The book is a (mainly) unsentimental account of the rise and fall of The Pogues from the viewpoint of someone close enough to see everything but with enough distance to retain some objectivity.  From the chaotic managerless beginnings through the unpopular but successful stewardship of Frank Murray, the story is underpinned at all times by MacGowan’s unpredictability and seemingly random self-destructive urges.  James Fearnley tries very hard to balance the singer’s inexcusable behaviour against the genius of the songs, but it’s up to you if you buy that line; I certainly don’t.  My only criticism is that James Fearnley spends a little too much time trying to emphasise the fact that he’s a writer and occasionally introduces unnecessarily florid prose to prove it; putting that aside, it’s still a winner.

“Sounds like London: 100 Years of Black Music in the Capital” – Lloyd Bradley

Sounds like LondonBear with me for a minute here; this will all make sense presently.   Earlier this year I read “How Soon is Now?: The Madmen and the Mavericks who made Independent Music 1975-2005” by Richard King.  It’s a very good book and a must for geeks like us, but it attracted a lot of criticism because it didn’t touch on the black music scene.  Richard King was even accused, pathetically, of racism in some quarters; you might even have read about it.  Personally, I prefer to read authors who write about subjects they understand and that really inspire them; if Richard King didn’t have the expertise, contacts or inspiration to write about the black music scene, then Lloyd Bradley certainly did.

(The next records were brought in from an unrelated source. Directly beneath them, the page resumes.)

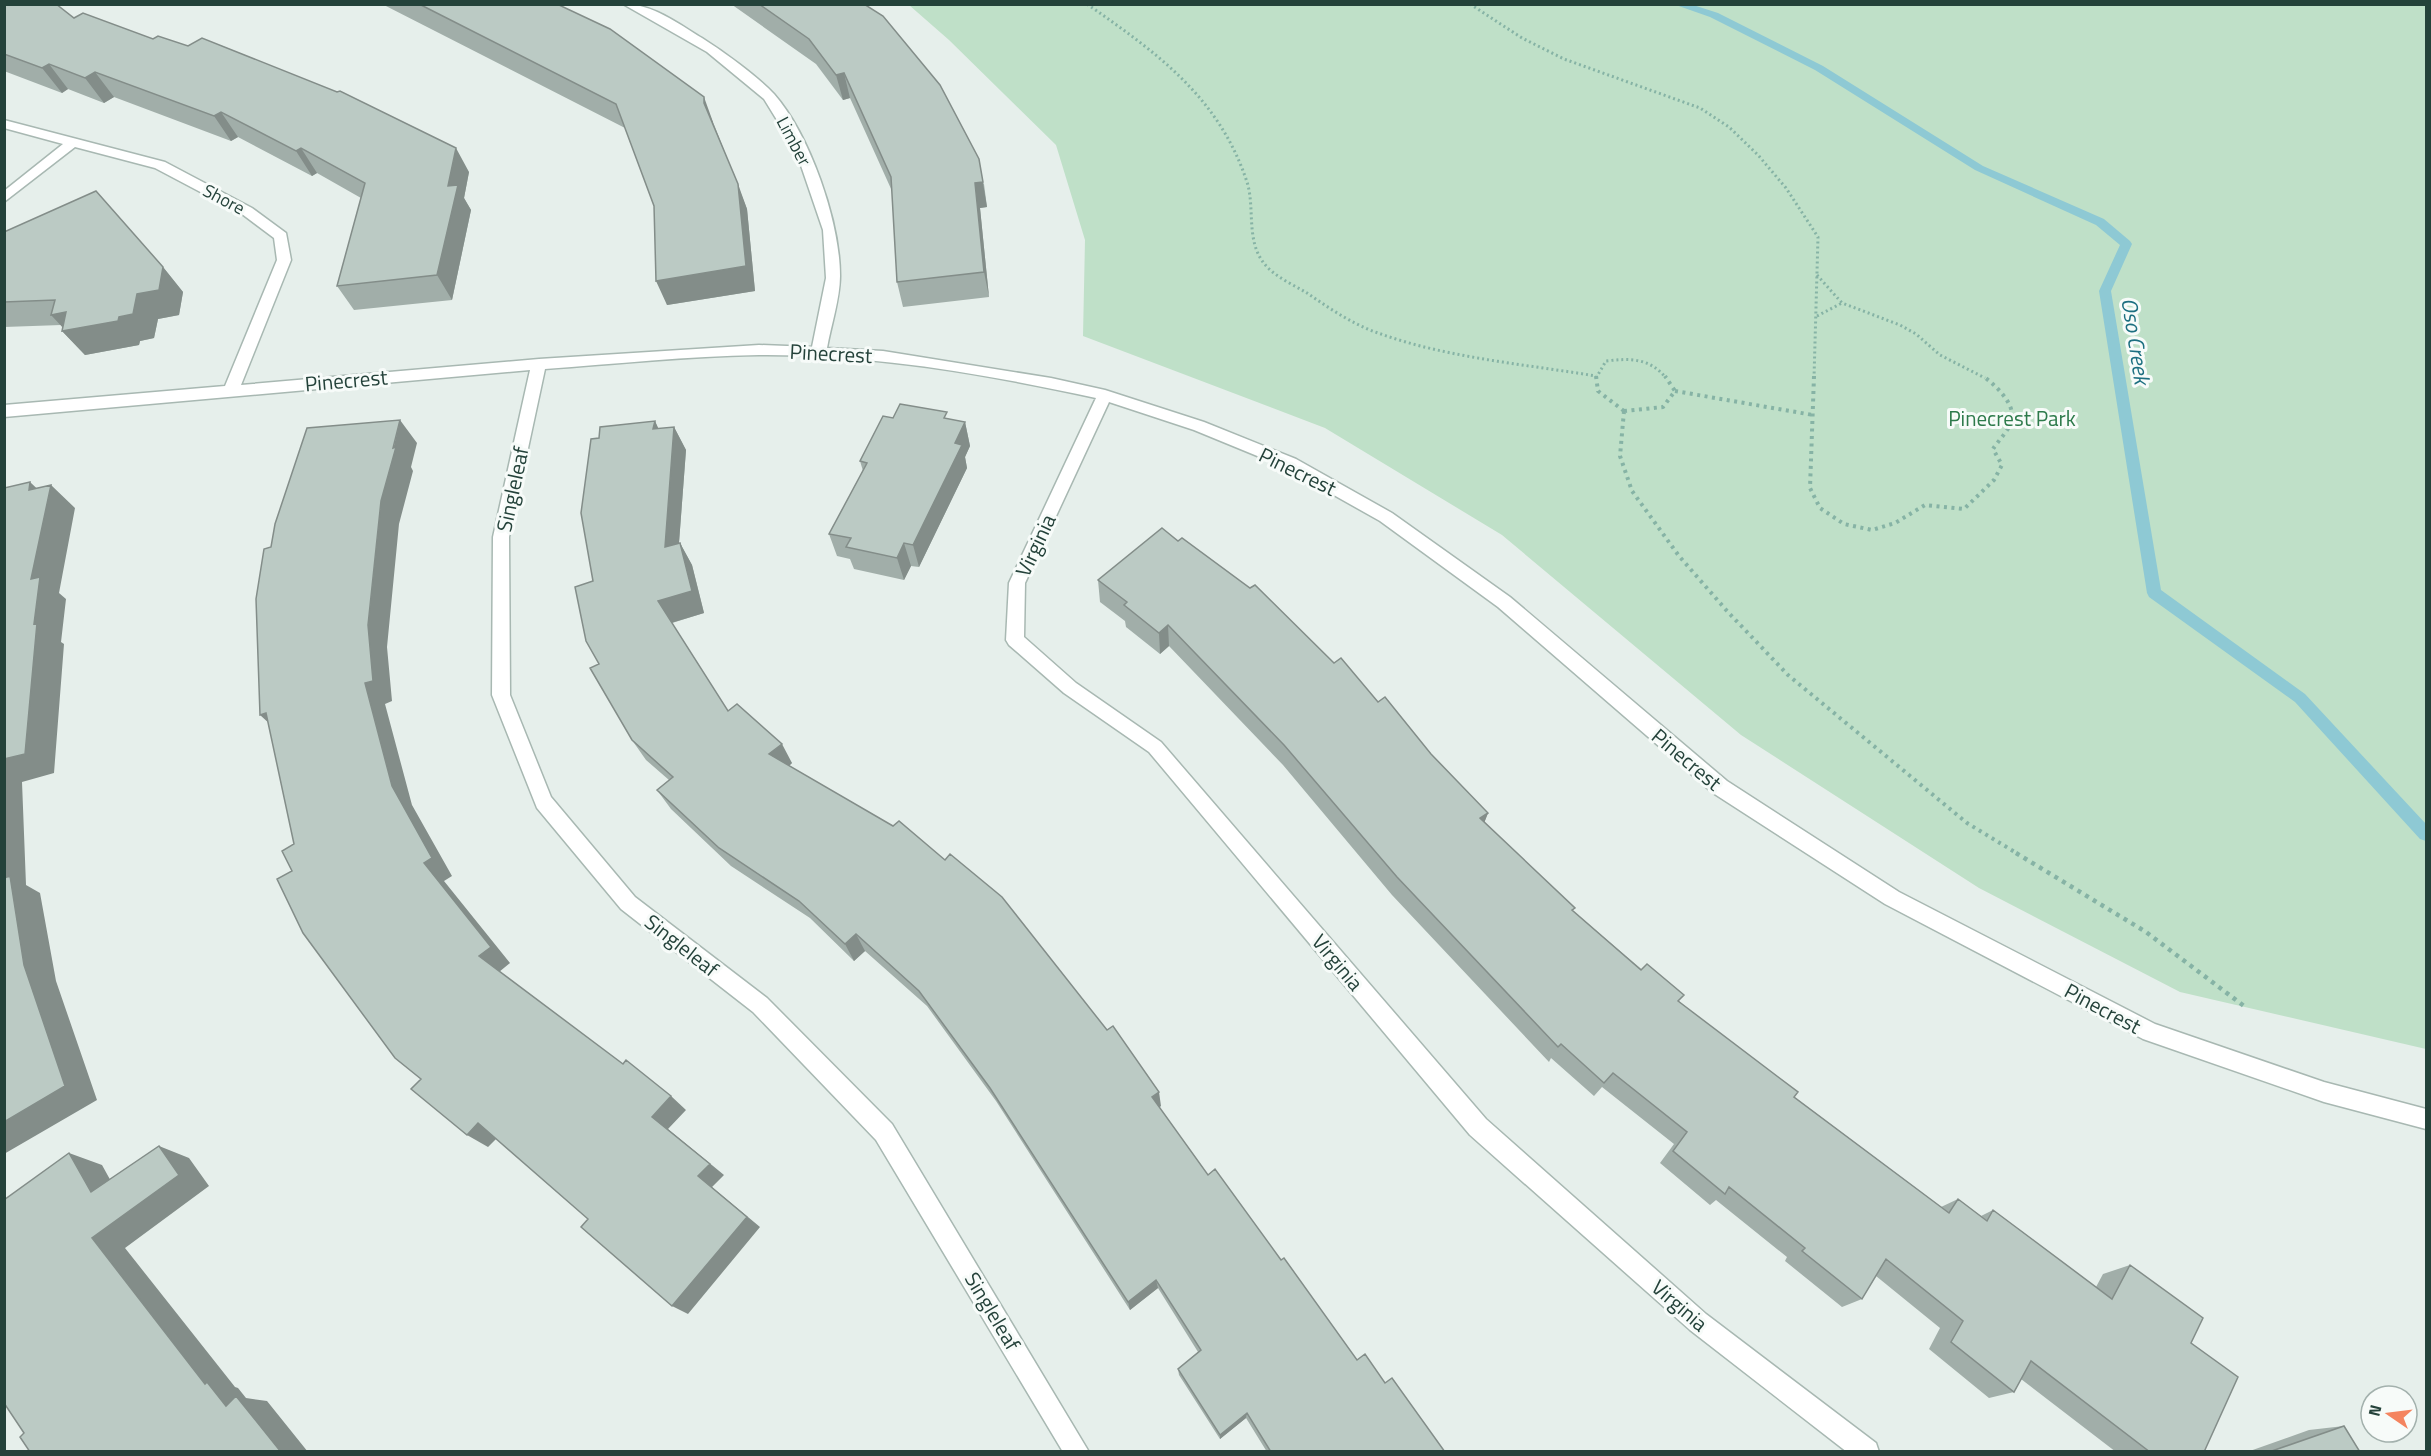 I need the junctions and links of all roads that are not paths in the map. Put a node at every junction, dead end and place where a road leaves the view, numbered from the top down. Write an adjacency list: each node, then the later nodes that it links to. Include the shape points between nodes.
1 (629, 4): 5 (street, Limber, via 711,49 769,97 803,150 830,230 833,278)
2 (4, 124): 3 (street, Shore)
3 (73, 142): 4 (street); 7 (street, Shore, via 160,165 247,211 281,236 284,260)
4 (4, 198)
5 (819, 351): 6 (street, Pinecrest, via 759,350); 8 (street, Pinecrest, via 883,356)
6 (539, 364): 7 (street, Pinecrest); 11 (street, Singleleaf, via 501,537 501,695 544,802 628,903 760,1005 884,1132)
7 (231, 390): 9 (street, Pinecrest)
8 (1105, 395): 10 (street, Pinecrest, via 1199,426 1290,463 1386,517 1504,602 1719,787 1892,898 2150,1032 2324,1092); 12 (street, Virginia, via 1017,583 1015,640 1070,688 1155,747 1478,1127 1698,1322)
9 (4, 411)
10 (2427, 1119)
11 (1077, 1452)
12 (1867, 1452)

The title is a little misleading; there’s very little about pre-1950s black music, and it also deals with regional English offshoots from the London scene but those aren’t criticisms, just observations.  The reason for the comparison with Richard King’s book is that one of Lloyd Bradley’s recurring themes is that black British music has always developed and prospered healthily out of the mainstream when produced and distributed independently.

Once the book reaches the point where Lloyd Bradley can introduce interviews with the players who made black British music happen (the steel pan players, the jazzers, the sound system pioneers, the Britfunk players and the mainstream crossovers Eddy Grant, Janet Kay, Jazzie B and the rest), the narrative really takes off with stories of the sound systems and records being sold out of the back of a car and distributed around the country in the same way.  Lloyd Bradley takes us through calypso, ska, reggae, lovers rock, dub, britfunk, 98 bpm, trip hop, jungle, d’n’b, UK garage, dubstep and grime along with a host of short-lived one-way streets with an unassuming and easy authority that is very seductive.  If you want an introduction to black British music, this is the book for you.

OK, spoilers alert; I’ve relented.  I’ll tell you that the chart-toppers Bob Stanley refers to in 1993 and 1995 respectively are Culture Beat’s “Mr Vain” and Celine Dion’s “Think Twice”, but you should still read the book.  Actually you should read all of these books.